Task to complete | Look through the entries below and return all lines including the word "Đình".

Supplied data |
******************************
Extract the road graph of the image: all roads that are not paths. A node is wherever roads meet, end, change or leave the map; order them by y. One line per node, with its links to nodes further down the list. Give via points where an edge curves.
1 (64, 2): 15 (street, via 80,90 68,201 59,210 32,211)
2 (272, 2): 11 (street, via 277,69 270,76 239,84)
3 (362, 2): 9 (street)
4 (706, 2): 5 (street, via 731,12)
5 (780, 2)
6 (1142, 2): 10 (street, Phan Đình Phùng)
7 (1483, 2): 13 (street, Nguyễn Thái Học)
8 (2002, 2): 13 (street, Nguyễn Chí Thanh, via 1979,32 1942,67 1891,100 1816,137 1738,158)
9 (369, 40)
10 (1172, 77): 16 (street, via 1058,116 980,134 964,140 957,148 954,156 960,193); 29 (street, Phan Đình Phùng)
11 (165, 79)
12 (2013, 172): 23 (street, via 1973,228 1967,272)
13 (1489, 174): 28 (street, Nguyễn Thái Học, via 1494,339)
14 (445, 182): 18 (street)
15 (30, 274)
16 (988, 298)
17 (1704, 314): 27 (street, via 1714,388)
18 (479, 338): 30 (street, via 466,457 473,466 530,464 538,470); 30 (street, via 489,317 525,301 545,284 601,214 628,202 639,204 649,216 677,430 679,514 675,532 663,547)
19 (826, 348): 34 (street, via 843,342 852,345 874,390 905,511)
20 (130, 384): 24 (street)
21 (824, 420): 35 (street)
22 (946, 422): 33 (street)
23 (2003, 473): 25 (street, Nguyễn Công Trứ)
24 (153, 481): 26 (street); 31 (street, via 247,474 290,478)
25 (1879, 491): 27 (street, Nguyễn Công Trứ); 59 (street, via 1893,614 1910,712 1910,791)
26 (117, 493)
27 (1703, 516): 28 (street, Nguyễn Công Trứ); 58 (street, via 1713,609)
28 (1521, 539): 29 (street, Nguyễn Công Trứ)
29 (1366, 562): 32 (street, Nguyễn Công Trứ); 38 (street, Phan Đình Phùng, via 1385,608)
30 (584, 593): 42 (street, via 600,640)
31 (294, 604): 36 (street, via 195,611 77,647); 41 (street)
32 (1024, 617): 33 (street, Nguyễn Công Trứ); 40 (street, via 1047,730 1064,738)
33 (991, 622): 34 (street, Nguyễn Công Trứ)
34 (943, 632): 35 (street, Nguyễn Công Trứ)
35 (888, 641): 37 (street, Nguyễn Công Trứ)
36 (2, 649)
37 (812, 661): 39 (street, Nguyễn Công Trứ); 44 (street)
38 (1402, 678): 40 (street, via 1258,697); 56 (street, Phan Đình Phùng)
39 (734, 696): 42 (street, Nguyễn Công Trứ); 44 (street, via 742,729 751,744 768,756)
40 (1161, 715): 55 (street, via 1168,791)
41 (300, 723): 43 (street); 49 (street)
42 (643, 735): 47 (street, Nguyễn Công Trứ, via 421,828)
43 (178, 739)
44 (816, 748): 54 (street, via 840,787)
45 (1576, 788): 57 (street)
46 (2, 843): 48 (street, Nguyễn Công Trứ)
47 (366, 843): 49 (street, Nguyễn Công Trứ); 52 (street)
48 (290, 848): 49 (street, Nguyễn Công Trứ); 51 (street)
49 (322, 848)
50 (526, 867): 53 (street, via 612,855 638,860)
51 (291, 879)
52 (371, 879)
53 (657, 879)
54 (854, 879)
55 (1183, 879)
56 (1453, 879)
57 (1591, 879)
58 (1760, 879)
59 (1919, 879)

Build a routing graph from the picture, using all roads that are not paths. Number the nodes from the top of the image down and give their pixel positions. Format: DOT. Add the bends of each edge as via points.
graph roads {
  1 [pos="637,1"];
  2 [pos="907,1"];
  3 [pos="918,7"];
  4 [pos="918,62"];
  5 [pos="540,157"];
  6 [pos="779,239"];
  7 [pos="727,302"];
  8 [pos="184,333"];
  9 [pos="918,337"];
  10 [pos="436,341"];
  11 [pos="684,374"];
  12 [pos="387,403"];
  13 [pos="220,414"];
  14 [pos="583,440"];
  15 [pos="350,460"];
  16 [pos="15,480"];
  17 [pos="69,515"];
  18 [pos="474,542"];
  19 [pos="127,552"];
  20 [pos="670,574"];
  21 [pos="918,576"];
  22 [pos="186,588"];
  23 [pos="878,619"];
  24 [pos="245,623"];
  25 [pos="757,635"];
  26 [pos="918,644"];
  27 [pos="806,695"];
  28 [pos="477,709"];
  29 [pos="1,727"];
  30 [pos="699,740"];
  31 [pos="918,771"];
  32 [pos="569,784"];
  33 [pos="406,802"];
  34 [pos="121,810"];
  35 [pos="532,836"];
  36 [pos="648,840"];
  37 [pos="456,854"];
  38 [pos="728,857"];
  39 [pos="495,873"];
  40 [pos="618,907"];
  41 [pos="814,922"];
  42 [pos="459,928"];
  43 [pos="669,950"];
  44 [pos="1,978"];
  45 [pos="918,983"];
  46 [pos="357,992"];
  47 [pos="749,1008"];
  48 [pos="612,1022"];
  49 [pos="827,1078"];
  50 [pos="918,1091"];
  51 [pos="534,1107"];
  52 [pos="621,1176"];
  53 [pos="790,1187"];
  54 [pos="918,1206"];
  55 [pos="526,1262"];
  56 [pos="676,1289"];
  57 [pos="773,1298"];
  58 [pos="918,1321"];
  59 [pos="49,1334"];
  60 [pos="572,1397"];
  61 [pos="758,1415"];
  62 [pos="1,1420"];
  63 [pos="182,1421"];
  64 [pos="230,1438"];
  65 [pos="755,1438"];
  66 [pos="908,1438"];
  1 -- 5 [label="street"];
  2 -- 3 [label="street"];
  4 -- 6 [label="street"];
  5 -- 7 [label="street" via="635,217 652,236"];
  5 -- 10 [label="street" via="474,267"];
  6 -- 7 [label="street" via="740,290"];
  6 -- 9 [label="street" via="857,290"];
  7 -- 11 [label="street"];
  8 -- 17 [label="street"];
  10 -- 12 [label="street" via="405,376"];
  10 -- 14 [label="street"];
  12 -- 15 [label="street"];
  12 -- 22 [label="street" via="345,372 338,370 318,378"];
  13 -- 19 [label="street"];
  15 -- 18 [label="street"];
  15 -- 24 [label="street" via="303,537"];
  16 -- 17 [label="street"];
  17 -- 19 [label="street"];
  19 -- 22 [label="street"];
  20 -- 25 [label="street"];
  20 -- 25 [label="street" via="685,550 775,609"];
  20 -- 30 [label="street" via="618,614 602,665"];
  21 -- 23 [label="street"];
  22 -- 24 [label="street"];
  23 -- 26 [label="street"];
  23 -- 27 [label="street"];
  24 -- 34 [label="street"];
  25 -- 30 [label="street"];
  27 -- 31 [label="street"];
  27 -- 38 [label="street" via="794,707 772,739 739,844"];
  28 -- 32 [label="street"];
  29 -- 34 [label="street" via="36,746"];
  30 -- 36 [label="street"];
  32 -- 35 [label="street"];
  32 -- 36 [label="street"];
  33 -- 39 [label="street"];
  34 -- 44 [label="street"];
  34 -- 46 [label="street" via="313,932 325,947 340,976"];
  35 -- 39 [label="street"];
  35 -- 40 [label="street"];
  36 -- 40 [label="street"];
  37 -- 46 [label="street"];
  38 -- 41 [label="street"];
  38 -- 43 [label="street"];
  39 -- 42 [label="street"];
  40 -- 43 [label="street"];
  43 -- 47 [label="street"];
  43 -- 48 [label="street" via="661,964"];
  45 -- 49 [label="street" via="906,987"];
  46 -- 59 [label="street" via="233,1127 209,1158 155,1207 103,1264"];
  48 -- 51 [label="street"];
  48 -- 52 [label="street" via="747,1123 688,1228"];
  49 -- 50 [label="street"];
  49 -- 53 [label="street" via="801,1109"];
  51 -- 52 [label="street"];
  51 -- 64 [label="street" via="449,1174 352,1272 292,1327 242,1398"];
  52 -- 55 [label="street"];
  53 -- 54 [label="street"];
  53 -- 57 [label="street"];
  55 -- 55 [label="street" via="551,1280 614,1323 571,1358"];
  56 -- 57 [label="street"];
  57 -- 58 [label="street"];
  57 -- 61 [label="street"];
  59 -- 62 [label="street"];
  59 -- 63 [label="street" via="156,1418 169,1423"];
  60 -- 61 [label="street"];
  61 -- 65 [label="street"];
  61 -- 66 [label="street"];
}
******************************
Exercise response |
6 (1142, 2): 10 (street, Phan Đình Phùng)
10 (1172, 77): 16 (street, via 1058,116 980,134 964,140 957,148 954,156 960,193); 29 (street, Phan Đình Phùng)
29 (1366, 562): 32 (street, Nguyễn Công Trứ); 38 (street, Phan Đình Phùng, via 1385,608)
38 (1402, 678): 40 (street, via 1258,697); 56 (street, Phan Đình Phùng)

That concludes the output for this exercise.